Stored data entries:
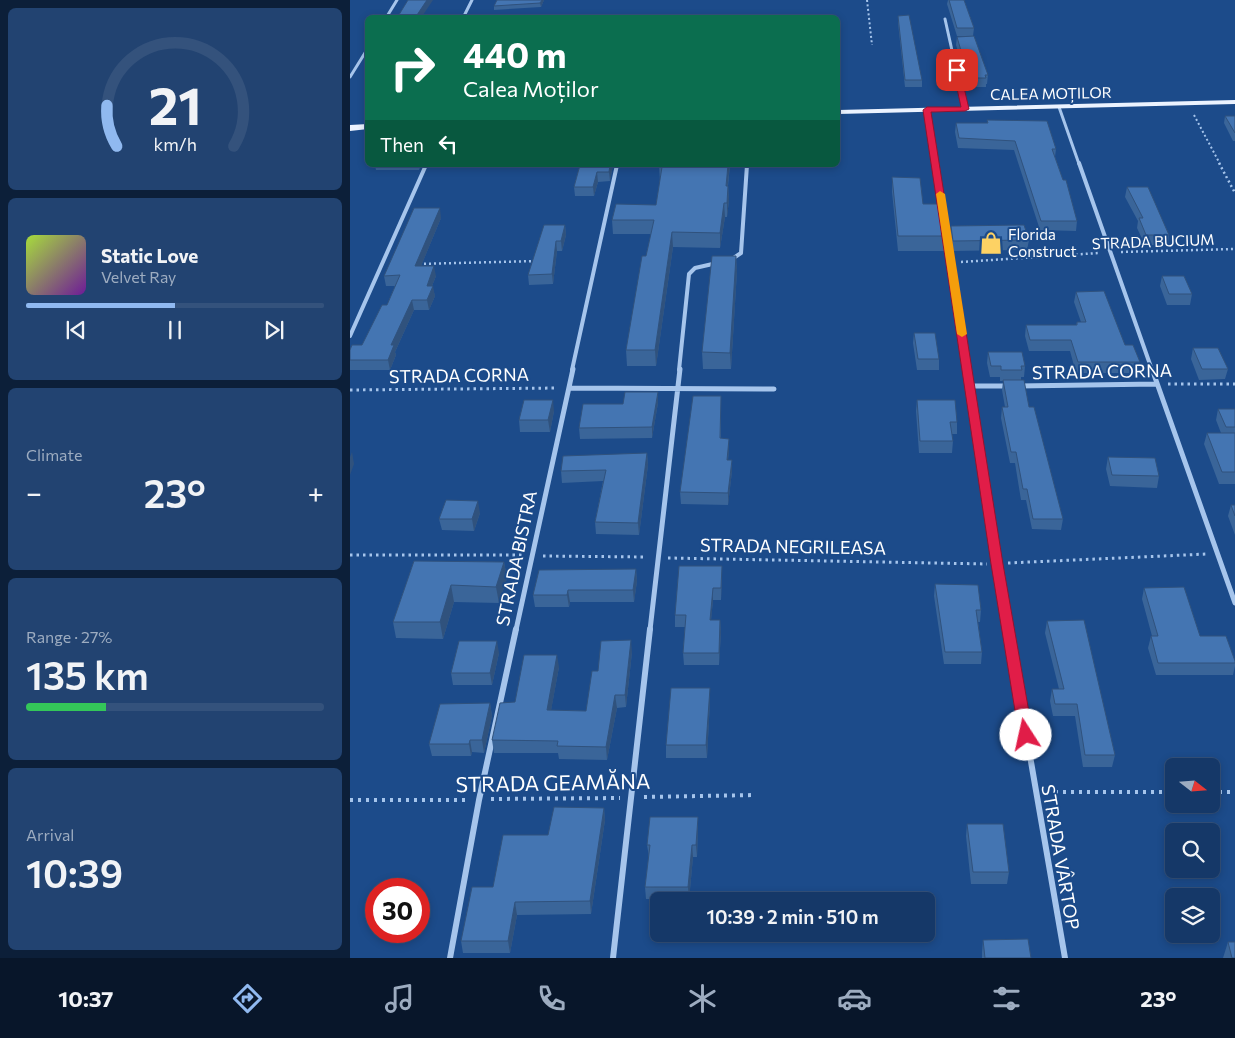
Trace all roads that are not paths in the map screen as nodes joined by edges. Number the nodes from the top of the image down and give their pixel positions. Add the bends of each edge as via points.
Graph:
1 (397, 0) edge
2 (472, 0) edge
3 (388, 15) edge
4 (464, 15) edge
5 (945, 19) dead end
6 (365, 53) edge
7 (350, 76) edge
8 (1235, 102) edge
9 (1059, 107) junction
10 (965, 109) junction
11 (927, 110) junction
12 (840, 112) edge
13 (365, 126) edge
14 (350, 128) edge
15 (425, 167) edge
16 (617, 167) edge
17 (747, 167) edge
18 (730, 260) edge
19 (721, 262) edge
20 (350, 336) edge
21 (1157, 384) junction
22 (970, 386) junction
23 (569, 388) junction
24 (678, 388) junction
25 (774, 389) dead end
26 (1235, 603) edge
27 (450, 958) edge
28 (613, 958) edge
29 (1065, 958) edge

1 - 3 street
2 - 4 street
5 - 10 street
6 - 7 street
8 - 9 main road, CALEA MOȚILOR
9 - 10 main road, CALEA MOȚILOR
9 - 21 street
10 - 11 main road, CALEA MOȚILOR
11 - 12 main road, CALEA MOȚILOR
11 - 22 street, STRADA VÂRTOP
13 - 14 main road
15 - 20 street
16 - 23 street, STRADA BISTRA
17 - 18 street via 741,253
19 - 24 street via 695,268 689,274
21 - 22 street, STRADA CORNA
21 - 26 street
22 - 29 street, STRADA VÂRTOP via 997,564
23 - 24 street
23 - 27 street, STRADA BISTRA via 479,800
24 - 25 street
24 - 28 street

DIRECTIONS: The reply should hold every line of the records unchanged and no pictures.

EXERCISE RESPONSE:
Trace all roads that are not paths in the map screen as nodes joined by edges. Number the nodes from the top of the image down and give their pixel positions. Add the bends of each edge as via points.
Graph:
1 (397, 0) edge
2 (472, 0) edge
3 (388, 15) edge
4 (464, 15) edge
5 (945, 19) dead end
6 (365, 53) edge
7 (350, 76) edge
8 (1235, 102) edge
9 (1059, 107) junction
10 (965, 109) junction
11 (927, 110) junction
12 (840, 112) edge
13 (365, 126) edge
14 (350, 128) edge
15 (425, 167) edge
16 (617, 167) edge
17 (747, 167) edge
18 (730, 260) edge
19 (721, 262) edge
20 (350, 336) edge
21 (1157, 384) junction
22 (970, 386) junction
23 (569, 388) junction
24 (678, 388) junction
25 (774, 389) dead end
26 (1235, 603) edge
27 (450, 958) edge
28 (613, 958) edge
29 (1065, 958) edge

1 - 3 street
2 - 4 street
5 - 10 street
6 - 7 street
8 - 9 main road, CALEA MOȚILOR
9 - 10 main road, CALEA MOȚILOR
9 - 21 street
10 - 11 main road, CALEA MOȚILOR
11 - 12 main road, CALEA MOȚILOR
11 - 22 street, STRADA VÂRTOP
13 - 14 main road
15 - 20 street
16 - 23 street, STRADA BISTRA
17 - 18 street via 741,253
19 - 24 street via 695,268 689,274
21 - 22 street, STRADA CORNA
21 - 26 street
22 - 29 street, STRADA VÂRTOP via 997,564
23 - 24 street
23 - 27 street, STRADA BISTRA via 479,800
24 - 25 street
24 - 28 street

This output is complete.